> Prompt
Please print, word for word, every line from the one that contains "Trace all roads" through the last line of the records, and nothing else.

▬▬▬▬▬▬

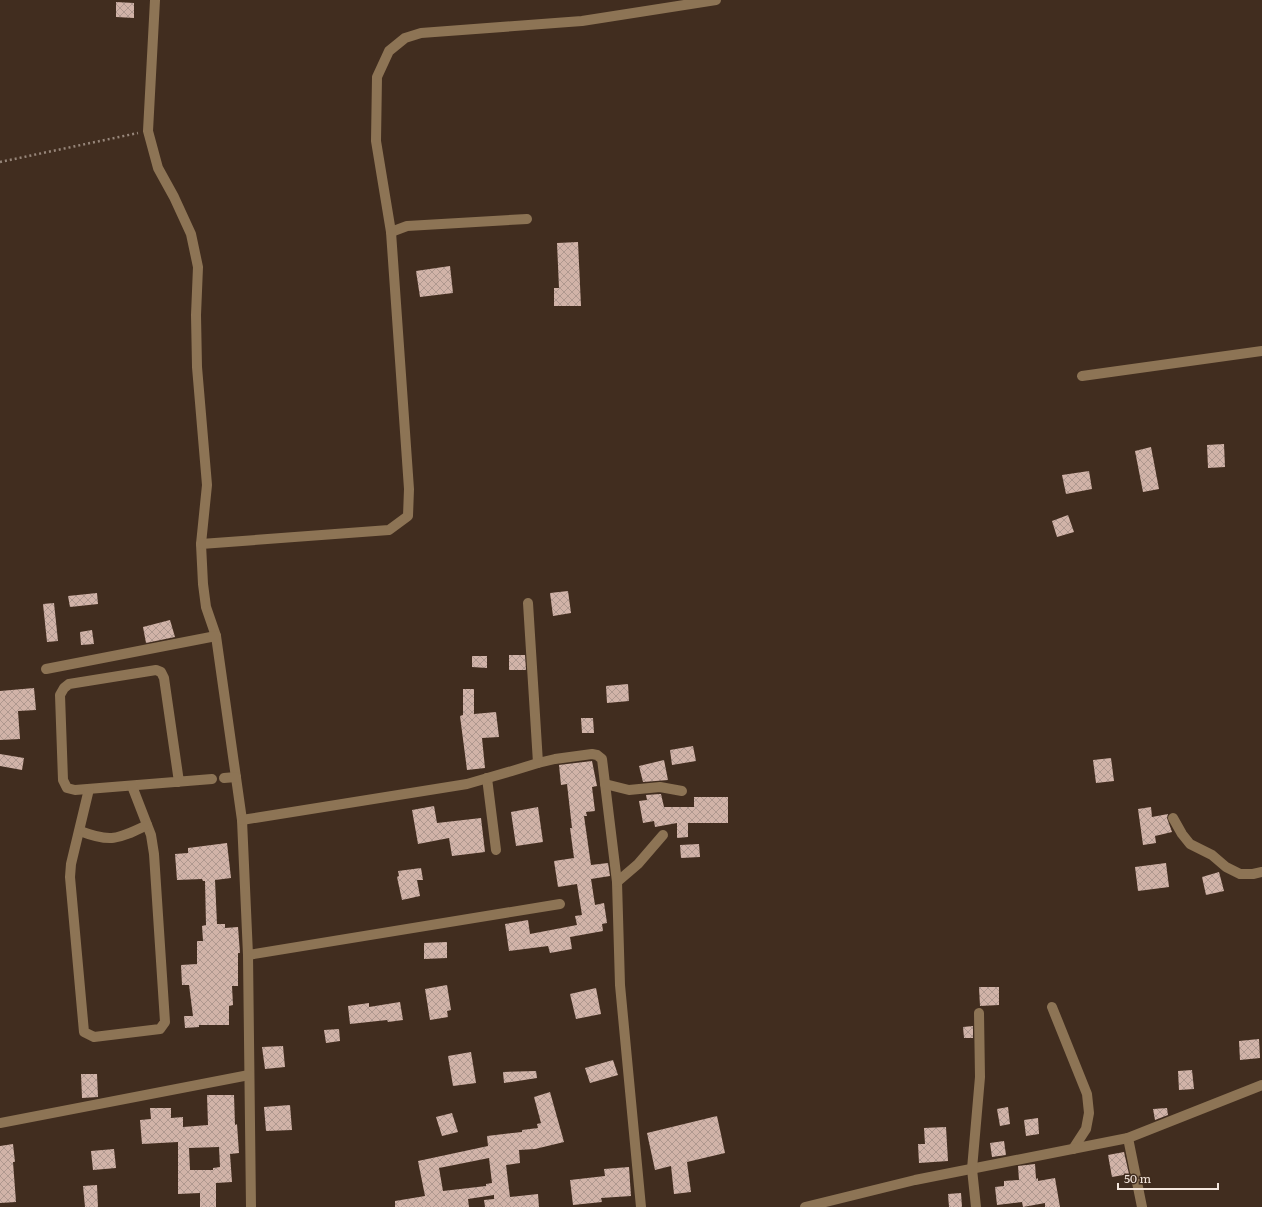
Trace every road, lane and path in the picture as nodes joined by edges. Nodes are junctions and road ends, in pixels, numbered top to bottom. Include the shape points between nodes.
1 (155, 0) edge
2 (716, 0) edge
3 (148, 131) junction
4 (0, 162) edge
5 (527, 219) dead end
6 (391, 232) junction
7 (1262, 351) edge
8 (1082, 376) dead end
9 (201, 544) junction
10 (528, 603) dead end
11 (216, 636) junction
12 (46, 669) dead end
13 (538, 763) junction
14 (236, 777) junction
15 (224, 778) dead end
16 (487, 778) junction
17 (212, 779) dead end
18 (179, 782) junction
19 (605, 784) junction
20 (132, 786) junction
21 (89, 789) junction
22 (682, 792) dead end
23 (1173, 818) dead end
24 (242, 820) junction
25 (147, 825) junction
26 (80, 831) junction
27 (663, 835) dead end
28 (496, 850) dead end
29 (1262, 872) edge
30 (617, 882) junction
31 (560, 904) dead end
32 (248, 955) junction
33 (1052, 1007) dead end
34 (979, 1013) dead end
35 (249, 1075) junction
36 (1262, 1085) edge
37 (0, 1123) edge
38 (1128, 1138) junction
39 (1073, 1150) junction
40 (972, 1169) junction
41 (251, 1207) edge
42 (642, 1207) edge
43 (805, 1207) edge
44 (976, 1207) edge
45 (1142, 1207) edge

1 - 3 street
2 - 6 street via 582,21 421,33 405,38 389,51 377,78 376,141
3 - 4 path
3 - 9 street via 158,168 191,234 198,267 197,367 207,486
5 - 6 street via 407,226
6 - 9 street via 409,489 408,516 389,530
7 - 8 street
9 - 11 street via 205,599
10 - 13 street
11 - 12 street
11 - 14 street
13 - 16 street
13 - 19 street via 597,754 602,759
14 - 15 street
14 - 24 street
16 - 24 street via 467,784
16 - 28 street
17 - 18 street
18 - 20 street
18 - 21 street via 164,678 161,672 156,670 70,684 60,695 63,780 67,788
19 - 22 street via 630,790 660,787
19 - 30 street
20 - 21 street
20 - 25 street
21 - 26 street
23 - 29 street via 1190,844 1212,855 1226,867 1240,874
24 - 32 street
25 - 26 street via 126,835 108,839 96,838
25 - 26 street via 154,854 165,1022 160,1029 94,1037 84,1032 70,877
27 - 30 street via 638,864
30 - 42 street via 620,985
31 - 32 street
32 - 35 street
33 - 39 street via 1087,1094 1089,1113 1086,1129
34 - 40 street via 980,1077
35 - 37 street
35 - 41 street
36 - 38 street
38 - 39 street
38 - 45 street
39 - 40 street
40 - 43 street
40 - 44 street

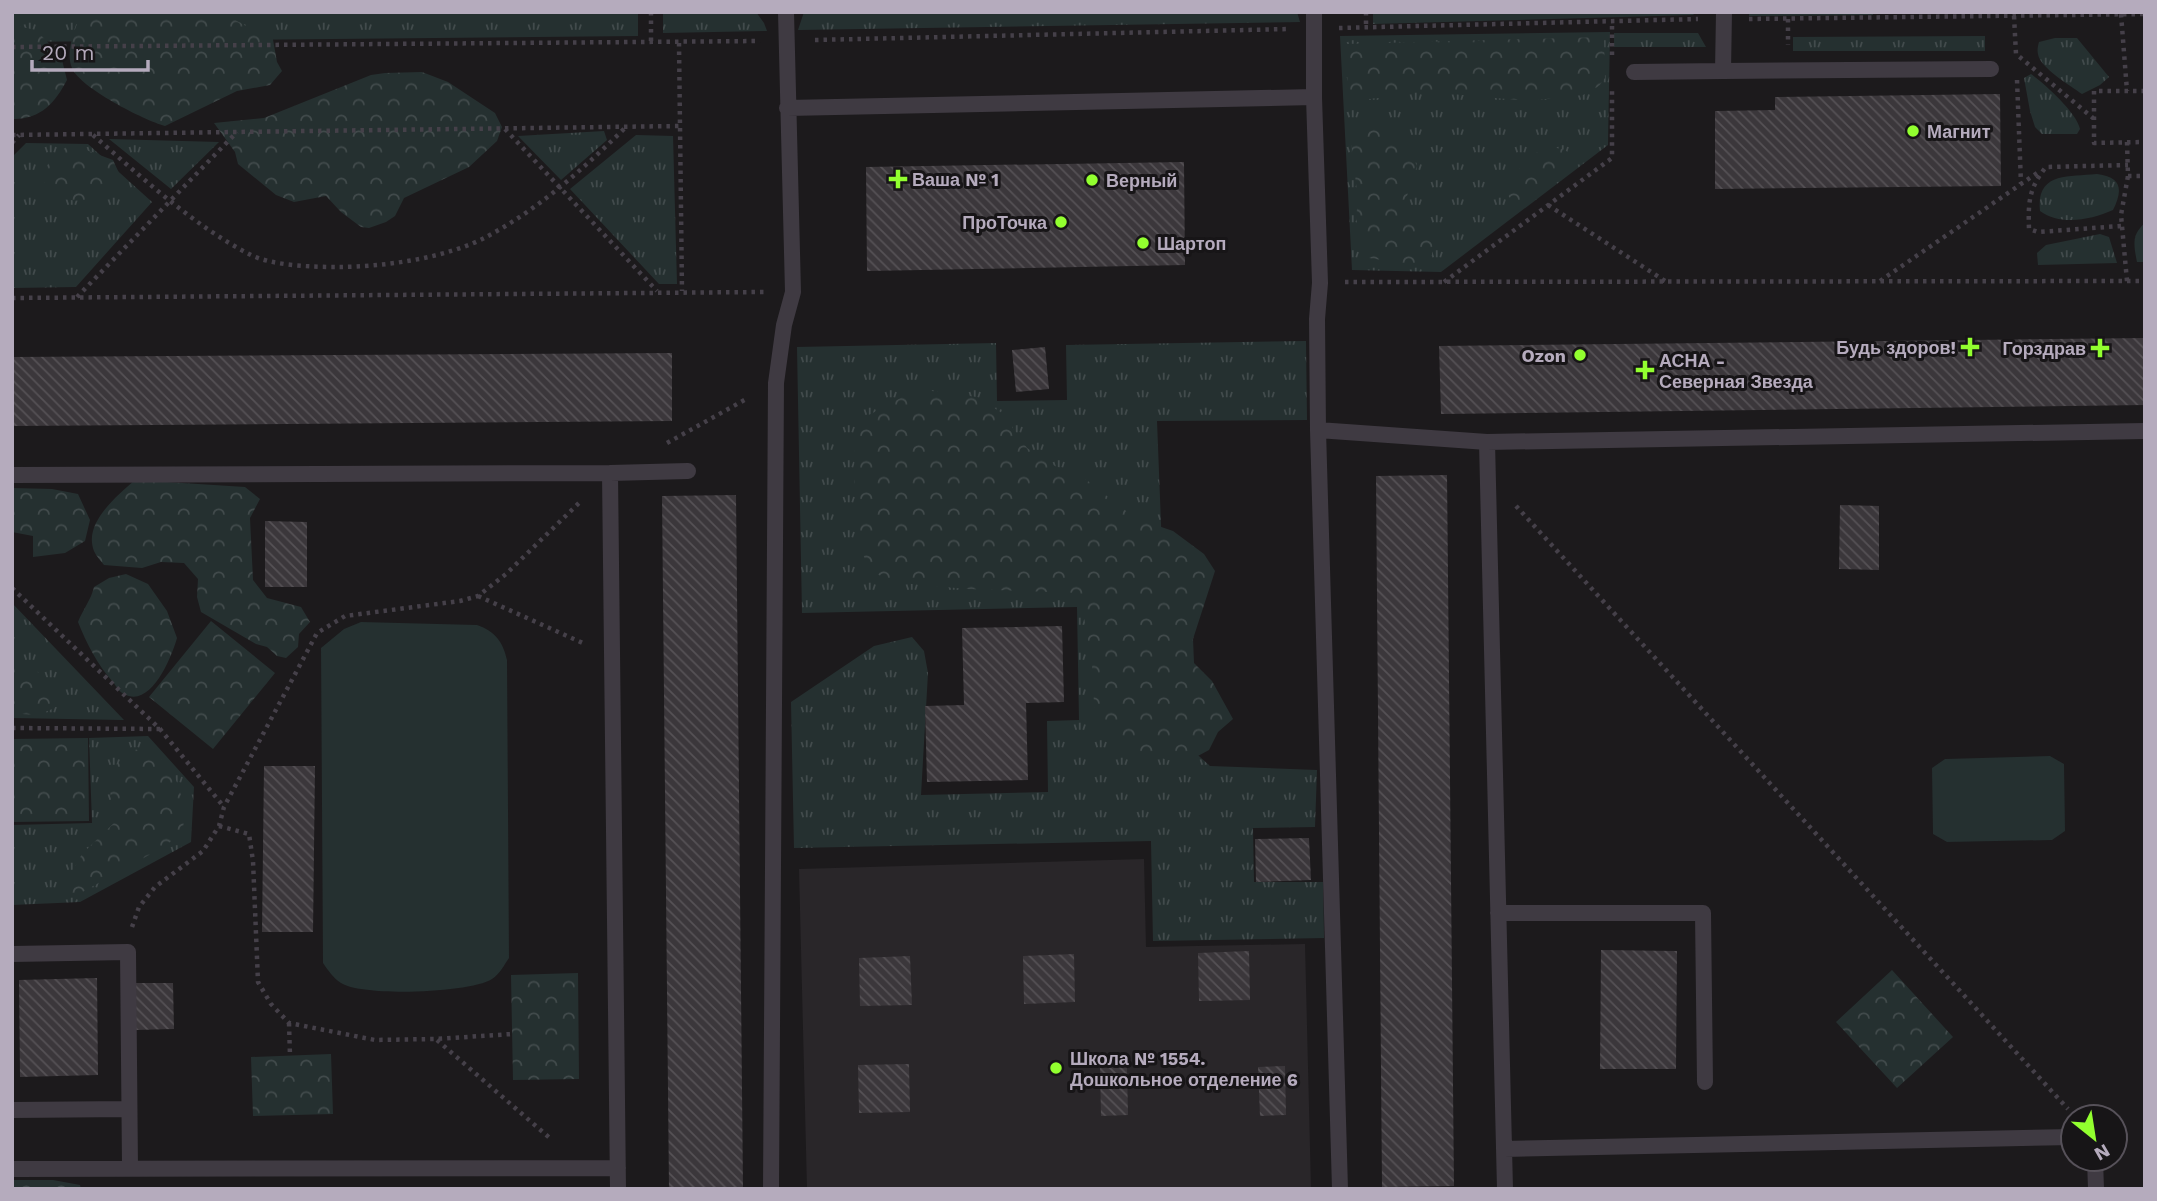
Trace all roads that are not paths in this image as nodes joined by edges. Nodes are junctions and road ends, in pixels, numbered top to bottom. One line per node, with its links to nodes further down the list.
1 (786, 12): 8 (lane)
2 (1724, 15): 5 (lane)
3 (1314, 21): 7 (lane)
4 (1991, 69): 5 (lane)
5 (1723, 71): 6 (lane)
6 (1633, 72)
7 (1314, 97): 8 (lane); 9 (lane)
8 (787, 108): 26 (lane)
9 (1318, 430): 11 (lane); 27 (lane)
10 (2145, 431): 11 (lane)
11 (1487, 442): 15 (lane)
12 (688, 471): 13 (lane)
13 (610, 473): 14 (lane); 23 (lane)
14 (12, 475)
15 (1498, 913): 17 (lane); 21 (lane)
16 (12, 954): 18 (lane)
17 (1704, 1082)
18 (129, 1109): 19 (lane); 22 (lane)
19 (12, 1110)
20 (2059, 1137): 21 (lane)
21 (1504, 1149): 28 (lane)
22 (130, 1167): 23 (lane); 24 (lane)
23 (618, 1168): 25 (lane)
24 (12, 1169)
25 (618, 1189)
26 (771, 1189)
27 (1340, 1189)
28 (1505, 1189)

▬▬▬▬▬▬

> Response to this exercise
Trace all roads that are not paths in this image as nodes joined by edges. Nodes are junctions and road ends, in pixels, numbered top to bottom. One line per node, with its links to nodes further down the list.
1 (786, 12): 8 (lane)
2 (1724, 15): 5 (lane)
3 (1314, 21): 7 (lane)
4 (1991, 69): 5 (lane)
5 (1723, 71): 6 (lane)
6 (1633, 72)
7 (1314, 97): 8 (lane); 9 (lane)
8 (787, 108): 26 (lane)
9 (1318, 430): 11 (lane); 27 (lane)
10 (2145, 431): 11 (lane)
11 (1487, 442): 15 (lane)
12 (688, 471): 13 (lane)
13 (610, 473): 14 (lane); 23 (lane)
14 (12, 475)
15 (1498, 913): 17 (lane); 21 (lane)
16 (12, 954): 18 (lane)
17 (1704, 1082)
18 (129, 1109): 19 (lane); 22 (lane)
19 (12, 1110)
20 (2059, 1137): 21 (lane)
21 (1504, 1149): 28 (lane)
22 (130, 1167): 23 (lane); 24 (lane)
23 (618, 1168): 25 (lane)
24 (12, 1169)
25 (618, 1189)
26 (771, 1189)
27 (1340, 1189)
28 (1505, 1189)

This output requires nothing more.